BEGIN

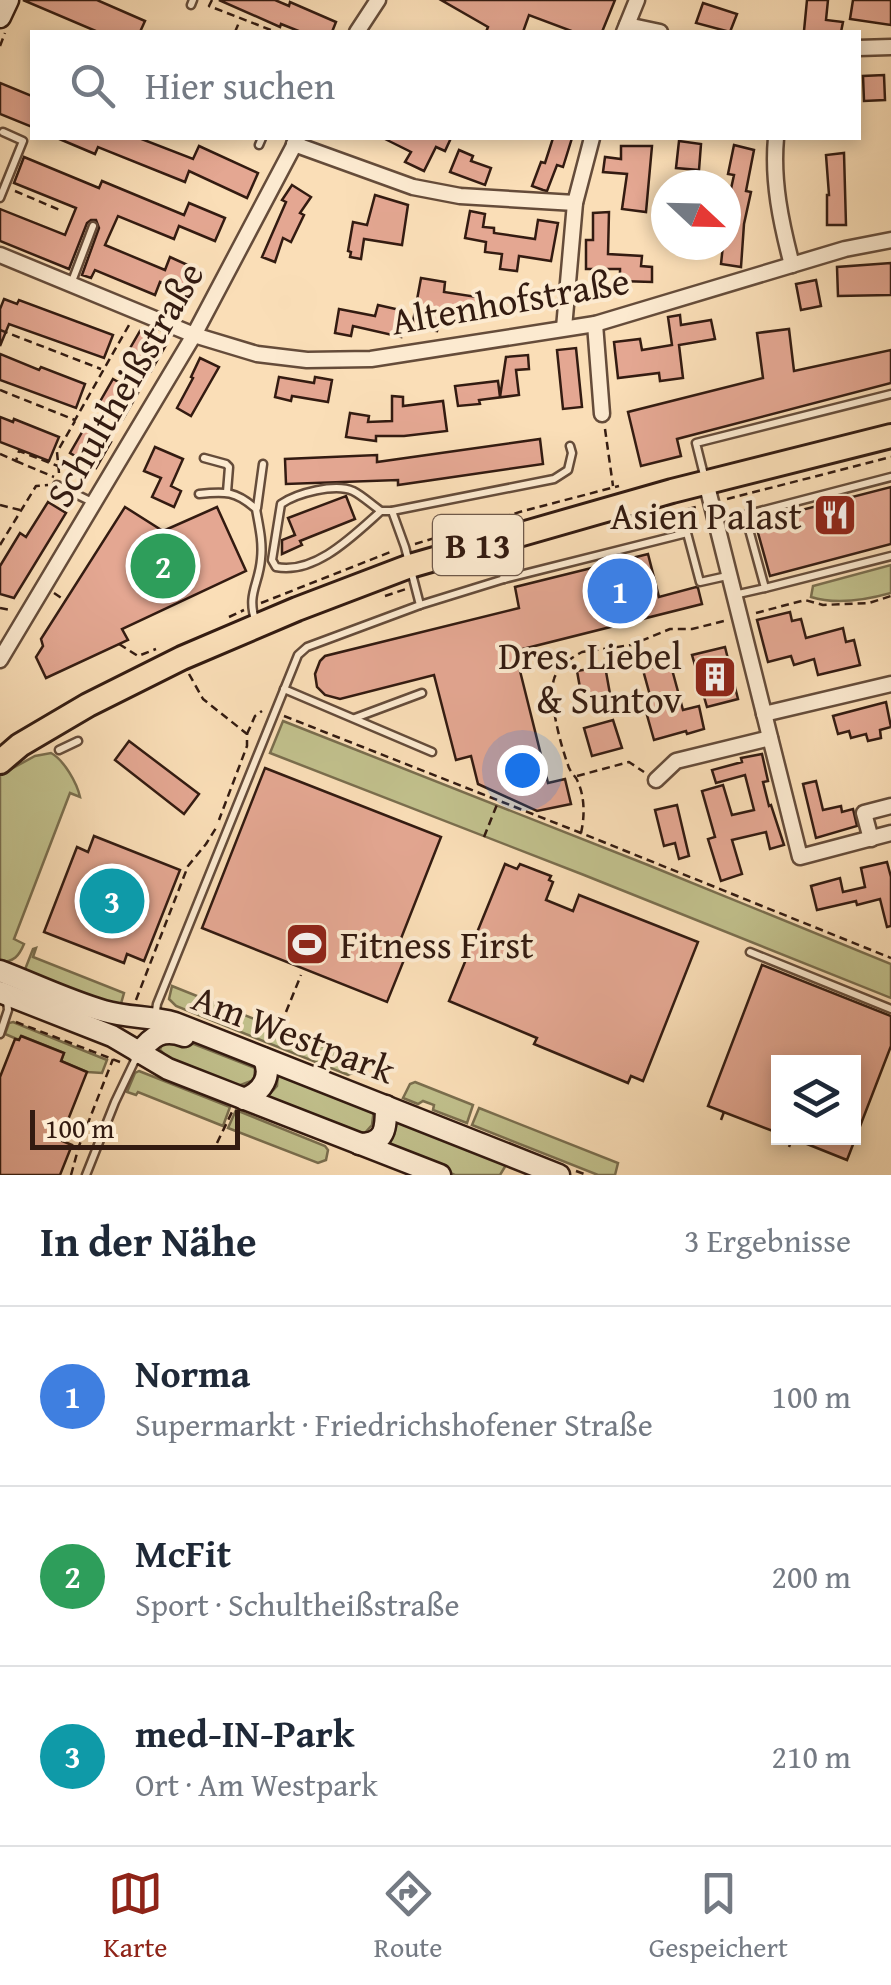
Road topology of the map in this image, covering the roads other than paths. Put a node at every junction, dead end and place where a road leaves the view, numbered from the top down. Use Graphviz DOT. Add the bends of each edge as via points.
graph roads {
  1 [pos="8,0"];
  2 [pos="378,0"];
  3 [pos="637,0"];
  4 [pos="0,17"];
  5 [pos="626,29"];
  6 [pos="358,30"];
  7 [pos="891,47"];
  8 [pos="861,48"];
  9 [pos="3,132"];
  10 [pos="591,140"];
  11 [pos="776,140"];
  12 [pos="296,141"];
  13 [pos="0,198"];
  14 [pos="575,203"];
  15 [pos="93,226"];
  16 [pos="891,240"];
  17 [pos="0,255"];
  18 [pos="792,264"];
  19 [pos="71,284"];
  20 [pos="595,324"];
  21 [pos="564,328"];
  22 [pos="194,336"];
  23 [pos="891,394"];
  24 [pos="602,414"];
  25 [pos="891,436"];
  26 [pos="570,446"];
  27 [pos="204,458"];
  28 [pos="263,464"];
  29 [pos="891,477"];
  30 [pos="57,486"];
  31 [pos="227,492"];
  32 [pos="709,493"];
  33 [pos="199,494"];
  34 [pos="94,503"];
  35 [pos="256,510"];
  36 [pos="381,511"];
  37 [pos="392,511"];
  38 [pos="495,540"];
  39 [pos="891,556"];
  40 [pos="412,576"];
  41 [pos="728,576"];
  42 [pos="504,579"];
  43 [pos="765,588"];
  44 [pos="734,596"];
  45 [pos="420,606"];
  46 [pos="257,626"];
  47 [pos="0,660"];
  48 [pos="891,684"];
  49 [pos="284,689"];
  50 [pos="422,693"];
  51 [pos="764,714"];
  52 [pos="354,718"];
  53 [pos="770,738"];
  54 [pos="78,742"];
  55 [pos="10,747"];
  56 [pos="58,750"];
  57 [pos="432,752"];
  58 [pos="0,762"];
  59 [pos="656,780"];
  60 [pos="891,806"];
  61 [pos="891,833"];
  62 [pos="871,838"];
  63 [pos="750,952"];
  64 [pos="0,971"];
  65 [pos="0,992"];
  66 [pos="891,1008"];
  67 [pos="155,1017"];
  68 [pos="0,1034"];
  69 [pos="234,1046"];
  70 [pos="140,1053"];
  71 [pos="263,1058"];
  72 [pos="239,1102"];
  73 [pos="386,1106"];
  74 [pos="359,1144"];
  75 [pos="533,1165"];
  76 [pos="86,1175"];
  77 [pos="440,1175"];
  78 [pos="513,1175"];
  79 [pos="559,1175"];
  1 -- 4 [label="main road"];
  2 -- 6 [label="street"];
  3 -- 5 [label="street"];
  7 -- 8 [label="street"];
  9 -- 13 [label="lane" via="23,141"];
  10 -- 14 [label="street"];
  11 -- 18 [label="street" via="780,215"];
  12 -- 14 [label="street" via="413,187"];
  12 -- 22 [label="street, Schultheißstraße"];
  14 -- 21 [label="street"];
  15 -- 19 [label="lane"];
  16 -- 18 [label="street, Altenhofstraße"];
  17 -- 19 [label="street, Altenhofstraße"];
  18 -- 20 [label="street, Altenhofstraße"];
  19 -- 22 [label="street, Altenhofstraße"];
  20 -- 21 [label="street, Altenhofstraße"];
  20 -- 24 [label="street"];
  21 -- 22 [label="street, Altenhofstraße" via="322,360 257,354"];
  22 -- 34 [label="street, Schultheißstraße"];
  23 -- 32 [label="lane" via="696,443"];
  25 -- 32 [label="main road, B 13"];
  26 -- 37 [label="lane" via="568,470 554,478"];
  27 -- 31 [label="lane" via="229,467"];
  28 -- 35 [label="lane"];
  29 -- 43 [label="lane" via="744,516"];
  30 -- 34 [label="lane"];
  31 -- 33 [label="lane"];
  31 -- 35 [label="lane"];
  32 -- 38 [label="main road, B 13"];
  32 -- 41 [label="street"];
  34 -- 47 [label="street, Schultheißstraße"];
  35 -- 46 [label="lane" via="261,560 251,607"];
  36 -- 36 [label="lane" via="326,555 288,570 272,560 282,504 294,495 350,489"];
  36 -- 37 [label="lane"];
  37 -- 40 [label="lane"];
  38 -- 40 [label="main road, B 13"];
  38 -- 42 [label="lane"];
  39 -- 43 [label="lane"];
  40 -- 45 [label="lane"];
  40 -- 46 [label="main road, B 13"];
  41 -- 42 [label="lane" via="700,582 687,533"];
  41 -- 44 [label="street"];
  42 -- 45 [label="lane"];
  43 -- 44 [label="lane"];
  44 -- 51 [label="street"];
  45 -- 49 [label="lane" via="307,647"];
  46 -- 55 [label="main road, B 13"];
  48 -- 51 [label="street"];
  49 -- 52 [label="lane"];
  49 -- 67 [label="lane"];
  50 -- 52 [label="lane"];
  51 -- 53 [label="street"];
  52 -- 57 [label="lane"];
  53 -- 59 [label="street" via="676,761"];
  53 -- 62 [label="street" via="800,857"];
  54 -- 56 [label="lane"];
  55 -- 58 [label="main road, B 13"];
  60 -- 62 [label="street" via="864,813"];
  61 -- 62 [label="street"];
  63 -- 66 [label="lane"];
  64 -- 67 [label="main road, Am Westpark" via="102,1010"];
  65 -- 68 [label="lane" via="8,1005"];
  65 -- 70 [label="main road, Am Westpark"];
  67 -- 69 [label="main road, Am Westpark"];
  69 -- 70 [label="main road" via="166,1032"];
  69 -- 71 [label="main road, Am Westpark"];
  70 -- 72 [label="main road, Am Westpark"];
  70 -- 76 [label="lane"];
  71 -- 72 [label="main road" via="265,1081"];
  71 -- 73 [label="main road, Am Westpark"];
  72 -- 74 [label="main road, Am Westpark"];
  73 -- 74 [label="main road" via="379,1139"];
  73 -- 75 [label="main road, Am Westpark"];
  74 -- 77 [label="main road, Am Westpark"];
  75 -- 78 [label="main road"];
  75 -- 79 [label="main road, Am Westpark"];
}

END

## DIRECTIONS:
Leave out all images, then reproduce the entries above exactly.

## EXERCISE SOLUTION:
Road topology of the map in this image, covering the roads other than paths. Put a node at every junction, dead end and place where a road leaves the view, numbered from the top down. Use Graphviz DOT. Add the bends of each edge as via points.
graph roads {
  1 [pos="8,0"];
  2 [pos="378,0"];
  3 [pos="637,0"];
  4 [pos="0,17"];
  5 [pos="626,29"];
  6 [pos="358,30"];
  7 [pos="891,47"];
  8 [pos="861,48"];
  9 [pos="3,132"];
  10 [pos="591,140"];
  11 [pos="776,140"];
  12 [pos="296,141"];
  13 [pos="0,198"];
  14 [pos="575,203"];
  15 [pos="93,226"];
  16 [pos="891,240"];
  17 [pos="0,255"];
  18 [pos="792,264"];
  19 [pos="71,284"];
  20 [pos="595,324"];
  21 [pos="564,328"];
  22 [pos="194,336"];
  23 [pos="891,394"];
  24 [pos="602,414"];
  25 [pos="891,436"];
  26 [pos="570,446"];
  27 [pos="204,458"];
  28 [pos="263,464"];
  29 [pos="891,477"];
  30 [pos="57,486"];
  31 [pos="227,492"];
  32 [pos="709,493"];
  33 [pos="199,494"];
  34 [pos="94,503"];
  35 [pos="256,510"];
  36 [pos="381,511"];
  37 [pos="392,511"];
  38 [pos="495,540"];
  39 [pos="891,556"];
  40 [pos="412,576"];
  41 [pos="728,576"];
  42 [pos="504,579"];
  43 [pos="765,588"];
  44 [pos="734,596"];
  45 [pos="420,606"];
  46 [pos="257,626"];
  47 [pos="0,660"];
  48 [pos="891,684"];
  49 [pos="284,689"];
  50 [pos="422,693"];
  51 [pos="764,714"];
  52 [pos="354,718"];
  53 [pos="770,738"];
  54 [pos="78,742"];
  55 [pos="10,747"];
  56 [pos="58,750"];
  57 [pos="432,752"];
  58 [pos="0,762"];
  59 [pos="656,780"];
  60 [pos="891,806"];
  61 [pos="891,833"];
  62 [pos="871,838"];
  63 [pos="750,952"];
  64 [pos="0,971"];
  65 [pos="0,992"];
  66 [pos="891,1008"];
  67 [pos="155,1017"];
  68 [pos="0,1034"];
  69 [pos="234,1046"];
  70 [pos="140,1053"];
  71 [pos="263,1058"];
  72 [pos="239,1102"];
  73 [pos="386,1106"];
  74 [pos="359,1144"];
  75 [pos="533,1165"];
  76 [pos="86,1175"];
  77 [pos="440,1175"];
  78 [pos="513,1175"];
  79 [pos="559,1175"];
  1 -- 4 [label="main road"];
  2 -- 6 [label="street"];
  3 -- 5 [label="street"];
  7 -- 8 [label="street"];
  9 -- 13 [label="lane" via="23,141"];
  10 -- 14 [label="street"];
  11 -- 18 [label="street" via="780,215"];
  12 -- 14 [label="street" via="413,187"];
  12 -- 22 [label="street, Schultheißstraße"];
  14 -- 21 [label="street"];
  15 -- 19 [label="lane"];
  16 -- 18 [label="street, Altenhofstraße"];
  17 -- 19 [label="street, Altenhofstraße"];
  18 -- 20 [label="street, Altenhofstraße"];
  19 -- 22 [label="street, Altenhofstraße"];
  20 -- 21 [label="street, Altenhofstraße"];
  20 -- 24 [label="street"];
  21 -- 22 [label="street, Altenhofstraße" via="322,360 257,354"];
  22 -- 34 [label="street, Schultheißstraße"];
  23 -- 32 [label="lane" via="696,443"];
  25 -- 32 [label="main road, B 13"];
  26 -- 37 [label="lane" via="568,470 554,478"];
  27 -- 31 [label="lane" via="229,467"];
  28 -- 35 [label="lane"];
  29 -- 43 [label="lane" via="744,516"];
  30 -- 34 [label="lane"];
  31 -- 33 [label="lane"];
  31 -- 35 [label="lane"];
  32 -- 38 [label="main road, B 13"];
  32 -- 41 [label="street"];
  34 -- 47 [label="street, Schultheißstraße"];
  35 -- 46 [label="lane" via="261,560 251,607"];
  36 -- 36 [label="lane" via="326,555 288,570 272,560 282,504 294,495 350,489"];
  36 -- 37 [label="lane"];
  37 -- 40 [label="lane"];
  38 -- 40 [label="main road, B 13"];
  38 -- 42 [label="lane"];
  39 -- 43 [label="lane"];
  40 -- 45 [label="lane"];
  40 -- 46 [label="main road, B 13"];
  41 -- 42 [label="lane" via="700,582 687,533"];
  41 -- 44 [label="street"];
  42 -- 45 [label="lane"];
  43 -- 44 [label="lane"];
  44 -- 51 [label="street"];
  45 -- 49 [label="lane" via="307,647"];
  46 -- 55 [label="main road, B 13"];
  48 -- 51 [label="street"];
  49 -- 52 [label="lane"];
  49 -- 67 [label="lane"];
  50 -- 52 [label="lane"];
  51 -- 53 [label="street"];
  52 -- 57 [label="lane"];
  53 -- 59 [label="street" via="676,761"];
  53 -- 62 [label="street" via="800,857"];
  54 -- 56 [label="lane"];
  55 -- 58 [label="main road, B 13"];
  60 -- 62 [label="street" via="864,813"];
  61 -- 62 [label="street"];
  63 -- 66 [label="lane"];
  64 -- 67 [label="main road, Am Westpark" via="102,1010"];
  65 -- 68 [label="lane" via="8,1005"];
  65 -- 70 [label="main road, Am Westpark"];
  67 -- 69 [label="main road, Am Westpark"];
  69 -- 70 [label="main road" via="166,1032"];
  69 -- 71 [label="main road, Am Westpark"];
  70 -- 72 [label="main road, Am Westpark"];
  70 -- 76 [label="lane"];
  71 -- 72 [label="main road" via="265,1081"];
  71 -- 73 [label="main road, Am Westpark"];
  72 -- 74 [label="main road, Am Westpark"];
  73 -- 74 [label="main road" via="379,1139"];
  73 -- 75 [label="main road, Am Westpark"];
  74 -- 77 [label="main road, Am Westpark"];
  75 -- 78 [label="main road"];
  75 -- 79 [label="main road, Am Westpark"];
}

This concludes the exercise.